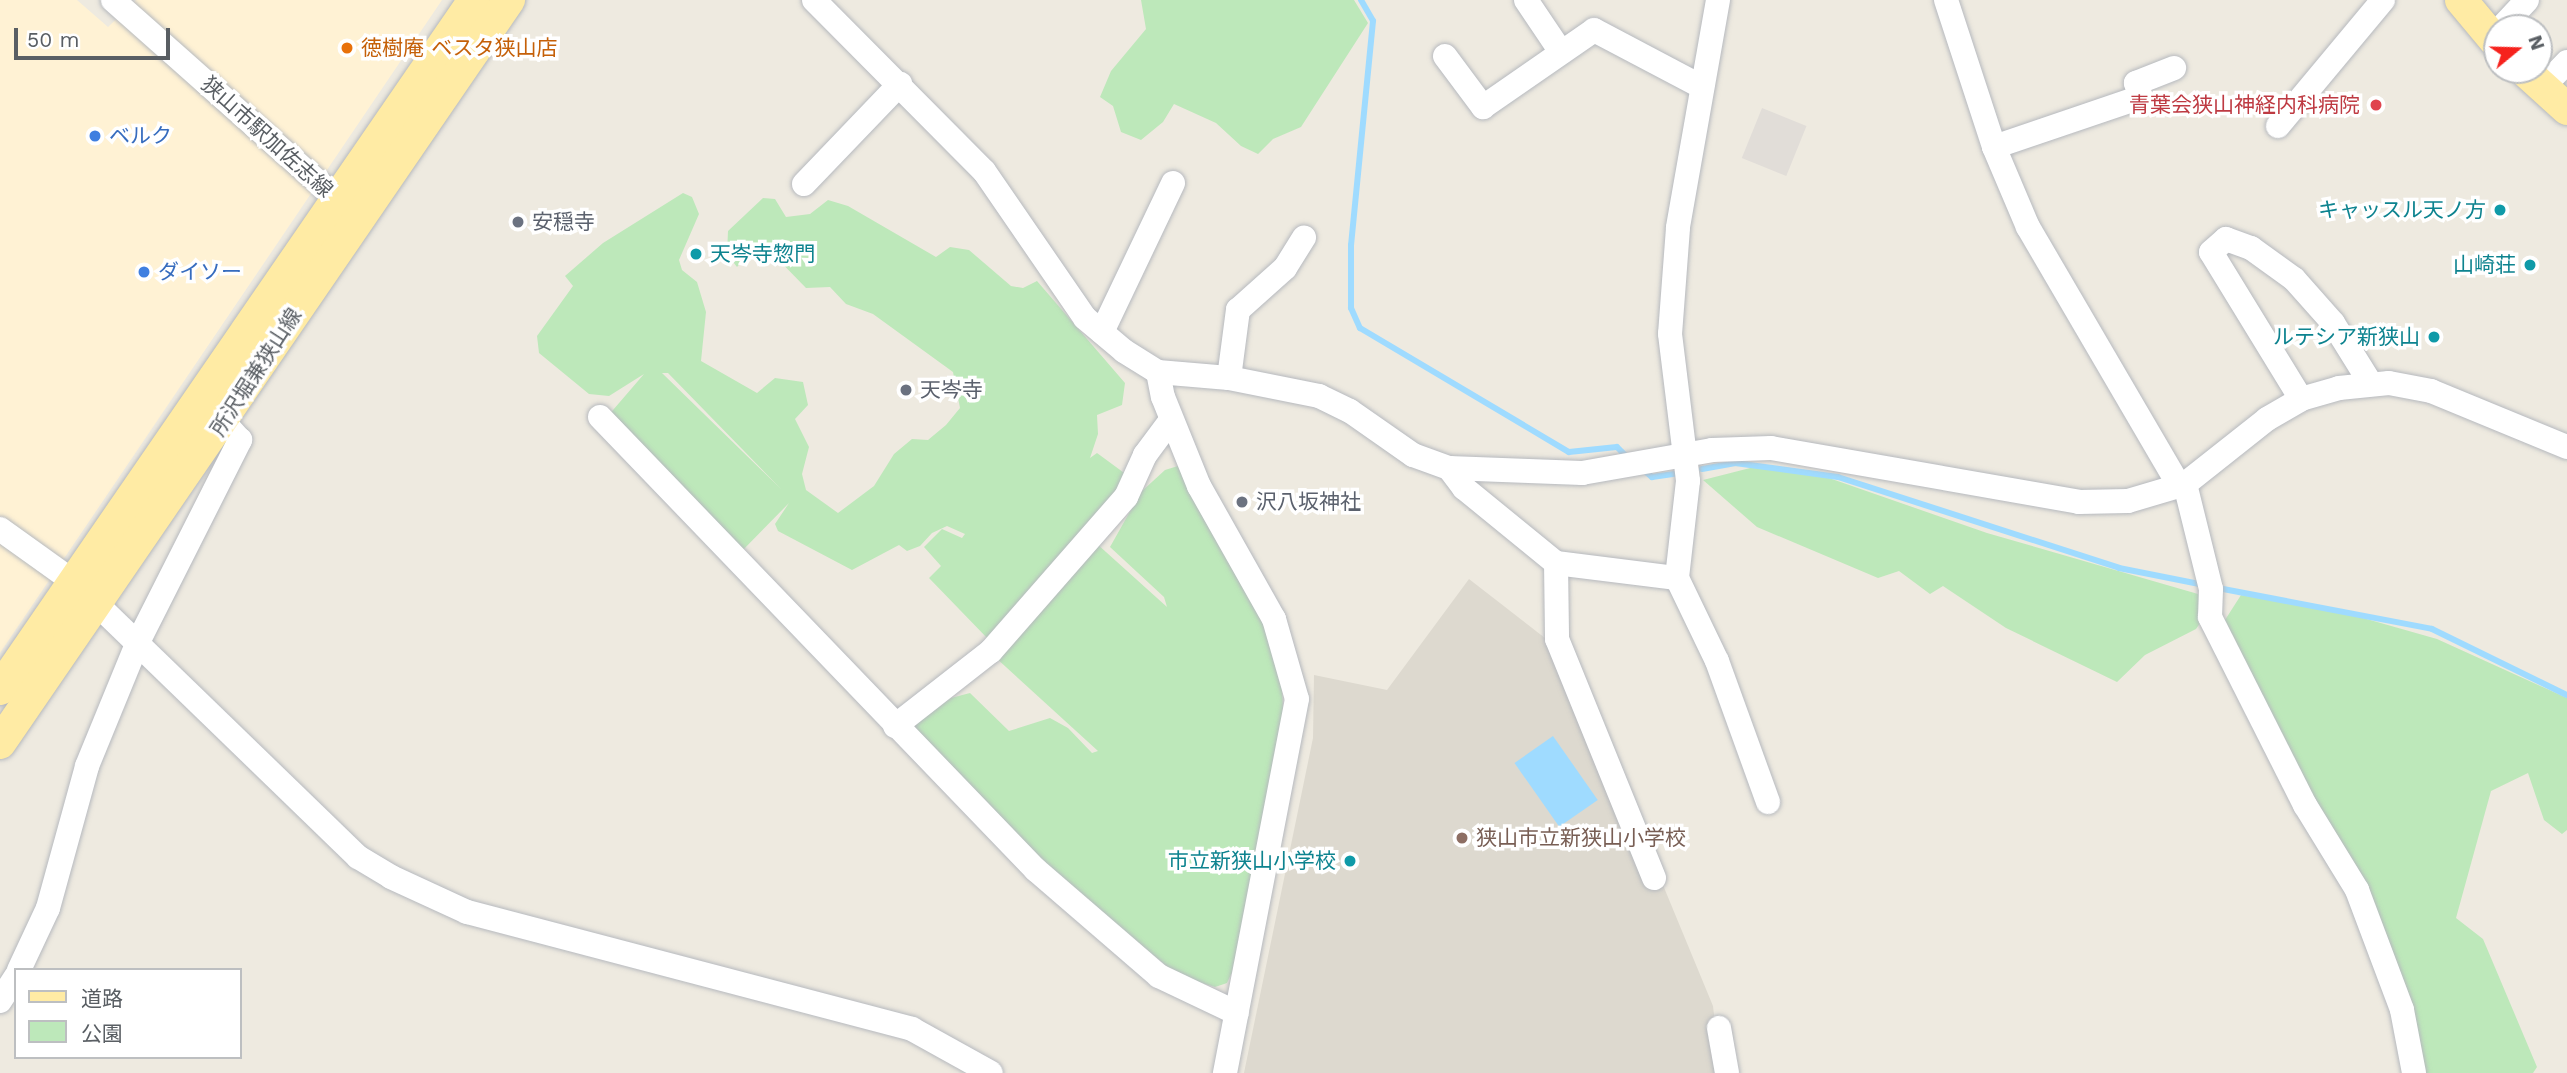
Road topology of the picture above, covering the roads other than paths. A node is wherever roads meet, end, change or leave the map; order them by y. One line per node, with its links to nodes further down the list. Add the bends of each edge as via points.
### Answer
1 (113, 0): 24 (street, 狭山市駅加佐志線)
2 (474, 0): 24 (main road, 所沢堀兼狭山線)
3 (509, 0): 24 (main road, 所沢堀兼狭山線)
4 (814, 0): 16 (street)
5 (1526, 0): 13 (street)
6 (1718, 0): 18 (street)
7 (1946, 0): 21 (street)
8 (2383, 0): 20 (street)
9 (2461, 0): 12 (main road)
10 (2527, 0): 11 (street)
11 (2515, 14)
12 (2483, 21)
13 (1562, 52): 14 (street, via 1483,107); 18 (street, via 1594,30)
14 (1445, 56)
15 (2174, 68): 21 (street, via 2136,83 2141,97)
16 (900, 84): 23 (street); 26 (street, via 984,171 1085,318)
17 (2539, 84): 19 (main road)
18 (1702, 87): 35 (street, via 1678,228 1670,334)
19 (2567, 109)
20 (2278, 126)
21 (1994, 147): 37 (street, via 2028,226)
22 (1173, 183): 26 (street)
23 (804, 184)
24 (348, 209): 33 (main road, 所沢堀兼狭山線); 41 (main road, 所沢堀兼狭山線)
25 (1304, 237): 28 (street, via 1285,268 1238,310)
26 (1102, 332): 27 (street)
27 (1158, 372): 28 (street); 32 (street)
28 (1229, 378): 36 (street, via 1318,396 1350,411 1413,455)
29 (2371, 384): 30 (street); 30 (street, via 2333,323 2294,279 2250,248 2226,239 2211,252); 34 (street, via 2431,391)
30 (2301, 399): 37 (street, via 2267,419)
31 (600, 417): 45 (street)
32 (1171, 420): 45 (street, via 1145,454 1126,496 991,651); 52 (street, via 1199,486 1274,618 1297,699)
33 (224, 422): 42 (main road, 所沢堀兼狭山線); 43 (street, via 240,440)
34 (2567, 447)
35 (1687, 453): 36 (street, via 1582,473); 37 (street, via 1771,448 2079,502 2128,501); 40 (street)
36 (1449, 468): 39 (street, via 1464,488)
37 (2182, 485): 57 (street, via 2211,589 2210,617 2305,805 2357,890 2402,1010)
38 (0, 529): 41 (street)
39 (1556, 563): 40 (street); 48 (street, via 1557,639)
40 (1677, 578): 47 (street, via 1717,661)
41 (74, 582): 42 (street); 44 (main road, 所沢堀兼狭山線)
42 (95, 604): 43 (street); 46 (main road, 所沢堀兼狭山線)
43 (137, 644): 49 (street, via 87,766 48,908); 54 (street, via 358,856 425,894 467,912 912,1029)
44 (0, 690)
45 (895, 726): 52 (street, via 1036,870 1159,976)
46 (0, 743)
47 (1768, 802)
48 (1654, 878)
49 (20, 968)
50 (14, 979): 51 (street)
51 (0, 1001)
52 (1237, 1013): 55 (street)
53 (1719, 1028): 56 (street)
54 (991, 1073)
55 (1225, 1073)
56 (1727, 1073)
57 (2414, 1073)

·····

** Problem to work on **
Repeat the entries word for word and skip the pictures.

** Exercise answer **
Road topology of the picture above, covering the roads other than paths. A node is wherever roads meet, end, change or leave the map; order them by y. One line per node, with its links to nodes further down the list. Add the bends of each edge as via points.
### Answer
1 (113, 0): 24 (street, 狭山市駅加佐志線)
2 (474, 0): 24 (main road, 所沢堀兼狭山線)
3 (509, 0): 24 (main road, 所沢堀兼狭山線)
4 (814, 0): 16 (street)
5 (1526, 0): 13 (street)
6 (1718, 0): 18 (street)
7 (1946, 0): 21 (street)
8 (2383, 0): 20 (street)
9 (2461, 0): 12 (main road)
10 (2527, 0): 11 (street)
11 (2515, 14)
12 (2483, 21)
13 (1562, 52): 14 (street, via 1483,107); 18 (street, via 1594,30)
14 (1445, 56)
15 (2174, 68): 21 (street, via 2136,83 2141,97)
16 (900, 84): 23 (street); 26 (street, via 984,171 1085,318)
17 (2539, 84): 19 (main road)
18 (1702, 87): 35 (street, via 1678,228 1670,334)
19 (2567, 109)
20 (2278, 126)
21 (1994, 147): 37 (street, via 2028,226)
22 (1173, 183): 26 (street)
23 (804, 184)
24 (348, 209): 33 (main road, 所沢堀兼狭山線); 41 (main road, 所沢堀兼狭山線)
25 (1304, 237): 28 (street, via 1285,268 1238,310)
26 (1102, 332): 27 (street)
27 (1158, 372): 28 (street); 32 (street)
28 (1229, 378): 36 (street, via 1318,396 1350,411 1413,455)
29 (2371, 384): 30 (street); 30 (street, via 2333,323 2294,279 2250,248 2226,239 2211,252); 34 (street, via 2431,391)
30 (2301, 399): 37 (street, via 2267,419)
31 (600, 417): 45 (street)
32 (1171, 420): 45 (street, via 1145,454 1126,496 991,651); 52 (street, via 1199,486 1274,618 1297,699)
33 (224, 422): 42 (main road, 所沢堀兼狭山線); 43 (street, via 240,440)
34 (2567, 447)
35 (1687, 453): 36 (street, via 1582,473); 37 (street, via 1771,448 2079,502 2128,501); 40 (street)
36 (1449, 468): 39 (street, via 1464,488)
37 (2182, 485): 57 (street, via 2211,589 2210,617 2305,805 2357,890 2402,1010)
38 (0, 529): 41 (street)
39 (1556, 563): 40 (street); 48 (street, via 1557,639)
40 (1677, 578): 47 (street, via 1717,661)
41 (74, 582): 42 (street); 44 (main road, 所沢堀兼狭山線)
42 (95, 604): 43 (street); 46 (main road, 所沢堀兼狭山線)
43 (137, 644): 49 (street, via 87,766 48,908); 54 (street, via 358,856 425,894 467,912 912,1029)
44 (0, 690)
45 (895, 726): 52 (street, via 1036,870 1159,976)
46 (0, 743)
47 (1768, 802)
48 (1654, 878)
49 (20, 968)
50 (14, 979): 51 (street)
51 (0, 1001)
52 (1237, 1013): 55 (street)
53 (1719, 1028): 56 (street)
54 (991, 1073)
55 (1225, 1073)
56 (1727, 1073)
57 (2414, 1073)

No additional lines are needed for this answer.